# Copyright issue



## jolenes (May 26, 2013)

I need some help regarding coypright policy.

When I send an email to people to promote my stuff or sketches to graphic designers to create my work in photoshop or... ANYONE - how can I protect myself, if I can at all?
For example, I might get in touch with a local "singer" but he has his own shirts and accessories too. How can I know/protect myself he will not "steal" my idea, and put just his logo instead of mine?

Is there any kind of text I can add when sending emails?

Thanks


----------



## platnumcn (Aug 5, 2013)

I dunno if you can put anything on the content to make it only yours.
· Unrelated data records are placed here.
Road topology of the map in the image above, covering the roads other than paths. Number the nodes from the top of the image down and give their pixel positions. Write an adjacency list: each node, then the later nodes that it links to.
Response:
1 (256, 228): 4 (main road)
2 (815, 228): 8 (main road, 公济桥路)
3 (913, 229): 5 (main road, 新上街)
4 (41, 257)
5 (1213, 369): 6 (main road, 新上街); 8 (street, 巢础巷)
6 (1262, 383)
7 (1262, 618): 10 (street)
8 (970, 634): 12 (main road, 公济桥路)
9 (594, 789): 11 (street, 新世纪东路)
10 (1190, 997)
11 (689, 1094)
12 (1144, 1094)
Yes, you might have that copyright things included on the page included in the email, but I dunno, if it would help you or not  .


----------



## Cristine (Aug 12, 2013)

You don't have to do anything if the design is completely yours. If someone questions it, then you just point out it is yours.


----------



## Mtnview (Nov 5, 2009)

I use a "Copyright" watermark over images as well a statement that all content is confidential and may include protected information.


----------



## kimura-mma (Jul 26, 2008)

You can add whatever you want to the email or artwork. If someone wants to steal it, they will figure out a way. The only real way to take action is through a cease & desist. And if that doesn't work, sue them for copyright infringement.


----------



## Mtnview (Nov 5, 2009)

kimura-mma said:


> You can add whatever you want to the email or artwork. If someone wants to steal it, they will figure out a way. The only real way to take action is through a cease & desist. And if that doesn't work, sue them for copyright infringement.


This is all true. The watermark or any other information included as a deterrent will only work with honest people.


----------



## islandcd (Dec 1, 2009)

Use water mark software it gave free ones online


----------



## dale911 (Jan 25, 2012)

Do the watermark, but know that if someone wants to use your design, they will and there isn't much you can do about it. You could sue them, but if they don't have anything, there's nothing for you to get and often, there are judgements of things like $1 to say that you won, but it won't get you anywhere. You would have to prove beyond a reasonable doubt that the person took your design and made substantial amounts of money from it. Like you taking Nike's logo and going out and selling shirts on it with 250k in profits. Good luck in all you do, but I doubt you will have that happen. Also, the first step is the cease and desist letter and that letter alone will likely cost you at least $150 to get the letter sent from an attorney and just tells them to stop doing what they are doing. Not really worth it when we are talking about a few shirts or something.


----------